1. Die Schule ist aufgrund ihrer Fürsorgepflicht verpflichtet, dem Schüler Hilfestellungen zu geben und Hinweise zu erteilen, wenn er ohne sie unter den konkreten Umständen des Einzelfalls Gefahr läuft, das Bildungs- und Erziehungsziel nicht zu erreichen, oder ihm sonst ein Rechtsverlust droht.

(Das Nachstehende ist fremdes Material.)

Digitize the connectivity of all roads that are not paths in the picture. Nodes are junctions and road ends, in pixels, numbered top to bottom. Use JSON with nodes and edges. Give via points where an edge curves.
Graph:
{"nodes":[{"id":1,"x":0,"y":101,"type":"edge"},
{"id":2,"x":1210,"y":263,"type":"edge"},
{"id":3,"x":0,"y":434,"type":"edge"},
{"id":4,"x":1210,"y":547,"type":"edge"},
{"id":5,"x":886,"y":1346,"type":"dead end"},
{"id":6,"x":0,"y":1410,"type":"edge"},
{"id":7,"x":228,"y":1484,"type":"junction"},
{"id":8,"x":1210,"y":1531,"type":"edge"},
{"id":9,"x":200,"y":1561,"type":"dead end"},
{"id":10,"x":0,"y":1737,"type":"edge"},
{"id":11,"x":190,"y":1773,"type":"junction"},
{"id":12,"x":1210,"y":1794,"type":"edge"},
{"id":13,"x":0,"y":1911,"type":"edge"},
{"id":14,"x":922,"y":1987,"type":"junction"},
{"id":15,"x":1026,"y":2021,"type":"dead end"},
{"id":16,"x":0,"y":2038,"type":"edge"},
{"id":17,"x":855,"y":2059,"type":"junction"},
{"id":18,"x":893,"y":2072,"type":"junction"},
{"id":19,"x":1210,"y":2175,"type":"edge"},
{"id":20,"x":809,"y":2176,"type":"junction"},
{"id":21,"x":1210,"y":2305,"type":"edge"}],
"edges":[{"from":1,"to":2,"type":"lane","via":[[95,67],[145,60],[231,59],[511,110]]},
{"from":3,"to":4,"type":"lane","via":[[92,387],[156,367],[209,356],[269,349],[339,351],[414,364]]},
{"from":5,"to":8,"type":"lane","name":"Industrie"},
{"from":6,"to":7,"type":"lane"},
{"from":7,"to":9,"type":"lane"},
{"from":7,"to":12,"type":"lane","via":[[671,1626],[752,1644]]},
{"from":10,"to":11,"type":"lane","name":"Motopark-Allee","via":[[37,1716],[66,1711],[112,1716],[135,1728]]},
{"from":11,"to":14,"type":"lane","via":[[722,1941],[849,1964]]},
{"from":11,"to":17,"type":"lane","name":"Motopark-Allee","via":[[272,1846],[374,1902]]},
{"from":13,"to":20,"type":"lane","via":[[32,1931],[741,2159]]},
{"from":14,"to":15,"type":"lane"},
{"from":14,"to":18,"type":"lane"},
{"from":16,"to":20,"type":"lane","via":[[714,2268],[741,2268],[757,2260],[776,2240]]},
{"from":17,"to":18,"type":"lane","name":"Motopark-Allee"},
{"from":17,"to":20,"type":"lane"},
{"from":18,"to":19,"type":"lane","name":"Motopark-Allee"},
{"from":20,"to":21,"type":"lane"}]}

2. Hilfestellungen und Hinweise der Schule sind dann nicht geboten, wenn der Schüler seinen Mitwirkungspflichten nicht nachkommt oder der Zweck der von ihm zu erbringenden Leistung darin besteht zu zeigen, dass er Problemstellungen selbstständig lösen kann.


Tatbestand:

Der Kläger legte dem beklagten Berufskolleg im Schuljahr 2003/04 eine unvollständige Projektarbeit vor, die mit befriedigend bewertet worden ist. Mit seiner erfolglosen Klage erstrebte er eine Besserbewertung der Projektarbeit. Das OVG lehnte den Antrag auf Zulassung der Berufung ab.

Gründe:

Der Kläger macht ohne Erfolg geltend, er habe davon ausgehen dürfen, dass die ihm von der Schule zur Verfügung gestellten (Schul-) Computer zur Anfertigung der Projektarbeit geeignet gewesen seien. Der Kläger ist verpflichtet, daran mitzuwirken, dass die Aufgabe der Schule erfüllt und das Bildungsziel erreicht werden kann (§ 3 Abs. 4 Halbsatz 1 der im hier maßgeblichen Schuljahr 2003/04 geltenden Allgemeinen Schulordnung). Aufgrund dieser Mitwirkungspflicht war es grundsätzlich Sache des Klägers zu prüfen, ob die Computer zur Anfertigung der Projektarbeit geeignet waren. Dieser Mitwirkungspflicht ist er nicht nachgekommen. Er macht nicht geltend, dass er vor Beginn der Projektarbeit die Eignung der Computer überprüft hatte. Die Verletzung der Mitwirkungspflicht des Klägers hat grundsätzlich zur Folge, dass er sich nicht auf die mangelnde Eignung der Computer zur Anfertigung der Projektarbeit berufen kann.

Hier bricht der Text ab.